白月微微睁开眼睛,伸出自己的手看了几眼,合拢又伸展,手指乃至手腕处都有些酸软无力的感觉,大概是昨天太过用力的缘故。
“叩叩叩”的敲门声便突然响了起来,白月撑着起身,走到门前,伸手移开门口的障碍,打开了房门。
门外站着顾绥。
“早。”
“早。”白月点头,简单洗漱过后接过顾绥手里的食物,随即有些歉意地看向他:“抱歉,我昨晚又睡过了。你以后可以直接叫醒我,你这样整日不睡是撑不住的。”
“没关系。

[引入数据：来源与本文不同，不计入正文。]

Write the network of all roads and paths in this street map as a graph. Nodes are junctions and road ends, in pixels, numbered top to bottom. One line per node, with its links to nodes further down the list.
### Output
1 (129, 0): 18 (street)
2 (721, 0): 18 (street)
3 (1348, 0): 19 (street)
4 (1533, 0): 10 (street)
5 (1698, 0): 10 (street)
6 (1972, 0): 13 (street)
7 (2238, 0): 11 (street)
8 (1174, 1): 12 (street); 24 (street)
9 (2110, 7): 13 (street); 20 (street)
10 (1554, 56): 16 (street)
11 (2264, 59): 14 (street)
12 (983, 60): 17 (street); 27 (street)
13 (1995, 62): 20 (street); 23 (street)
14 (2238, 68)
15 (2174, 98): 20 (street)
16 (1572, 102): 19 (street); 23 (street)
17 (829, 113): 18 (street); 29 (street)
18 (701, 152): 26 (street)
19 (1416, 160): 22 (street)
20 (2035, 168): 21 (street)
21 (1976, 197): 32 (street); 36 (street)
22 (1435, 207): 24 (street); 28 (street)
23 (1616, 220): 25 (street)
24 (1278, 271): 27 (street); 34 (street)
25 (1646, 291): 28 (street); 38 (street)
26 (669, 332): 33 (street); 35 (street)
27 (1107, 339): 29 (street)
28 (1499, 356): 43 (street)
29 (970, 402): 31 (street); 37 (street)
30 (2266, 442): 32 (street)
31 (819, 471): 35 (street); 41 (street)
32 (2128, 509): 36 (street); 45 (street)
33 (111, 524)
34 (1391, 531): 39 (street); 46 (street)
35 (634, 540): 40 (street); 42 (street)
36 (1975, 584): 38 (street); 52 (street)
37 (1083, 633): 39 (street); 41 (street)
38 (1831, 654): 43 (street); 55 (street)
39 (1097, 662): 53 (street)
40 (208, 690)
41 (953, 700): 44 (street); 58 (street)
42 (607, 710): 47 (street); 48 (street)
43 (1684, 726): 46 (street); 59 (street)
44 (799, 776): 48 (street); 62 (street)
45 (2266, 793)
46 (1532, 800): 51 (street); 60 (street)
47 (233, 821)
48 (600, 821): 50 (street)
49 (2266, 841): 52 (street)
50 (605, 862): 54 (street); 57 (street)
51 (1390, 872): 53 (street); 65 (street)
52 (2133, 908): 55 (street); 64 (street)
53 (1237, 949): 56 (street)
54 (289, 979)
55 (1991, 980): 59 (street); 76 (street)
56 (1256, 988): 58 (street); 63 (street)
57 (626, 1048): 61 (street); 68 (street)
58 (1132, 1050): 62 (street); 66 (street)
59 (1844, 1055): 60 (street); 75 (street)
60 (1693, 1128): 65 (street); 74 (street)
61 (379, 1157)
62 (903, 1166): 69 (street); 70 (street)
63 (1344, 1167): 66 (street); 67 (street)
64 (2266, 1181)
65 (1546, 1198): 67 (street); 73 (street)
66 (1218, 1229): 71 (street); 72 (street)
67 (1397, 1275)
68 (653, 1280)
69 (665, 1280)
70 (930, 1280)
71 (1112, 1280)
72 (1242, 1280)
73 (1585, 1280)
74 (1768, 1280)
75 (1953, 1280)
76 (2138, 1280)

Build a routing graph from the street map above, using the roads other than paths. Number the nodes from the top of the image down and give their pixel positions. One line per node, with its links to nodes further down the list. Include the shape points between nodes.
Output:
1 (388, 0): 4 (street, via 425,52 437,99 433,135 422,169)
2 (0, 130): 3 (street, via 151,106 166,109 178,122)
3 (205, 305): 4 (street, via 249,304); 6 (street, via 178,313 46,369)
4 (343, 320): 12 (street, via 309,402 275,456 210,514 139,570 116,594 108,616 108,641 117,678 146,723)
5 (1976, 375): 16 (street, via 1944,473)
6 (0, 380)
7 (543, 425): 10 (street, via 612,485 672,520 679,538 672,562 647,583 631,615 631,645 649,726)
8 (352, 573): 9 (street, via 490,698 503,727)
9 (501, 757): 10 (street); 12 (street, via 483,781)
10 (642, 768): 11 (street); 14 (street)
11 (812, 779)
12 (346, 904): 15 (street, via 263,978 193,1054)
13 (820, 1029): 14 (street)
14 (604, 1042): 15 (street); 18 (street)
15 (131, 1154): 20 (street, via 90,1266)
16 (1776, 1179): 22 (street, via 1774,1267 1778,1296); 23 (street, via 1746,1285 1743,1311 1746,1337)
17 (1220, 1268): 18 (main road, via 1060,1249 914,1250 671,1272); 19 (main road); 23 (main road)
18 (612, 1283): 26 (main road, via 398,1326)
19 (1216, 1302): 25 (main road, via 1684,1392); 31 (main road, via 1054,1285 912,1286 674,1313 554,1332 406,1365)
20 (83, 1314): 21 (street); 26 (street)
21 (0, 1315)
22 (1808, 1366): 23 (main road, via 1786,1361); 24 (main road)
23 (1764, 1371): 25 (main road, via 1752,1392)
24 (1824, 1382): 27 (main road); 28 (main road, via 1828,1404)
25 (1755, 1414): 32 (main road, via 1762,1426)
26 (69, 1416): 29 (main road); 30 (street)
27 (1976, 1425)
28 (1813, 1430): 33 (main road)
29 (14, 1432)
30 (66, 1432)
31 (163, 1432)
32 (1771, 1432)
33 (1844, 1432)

”顾绥摇了摇头,垂下眸子:“我没有整晚守着,中途有休息的。”
顾绥的肤色偏白,因此下眼睑处的黑色就有些明显,白月见此更内疚了:“以后我……”
她话还说完,顾绥突然就伸手揽住了白月的肩膀,将她整个人都圈在了怀里。白月微怔,就听得他近在耳边的声音:“有人来了。”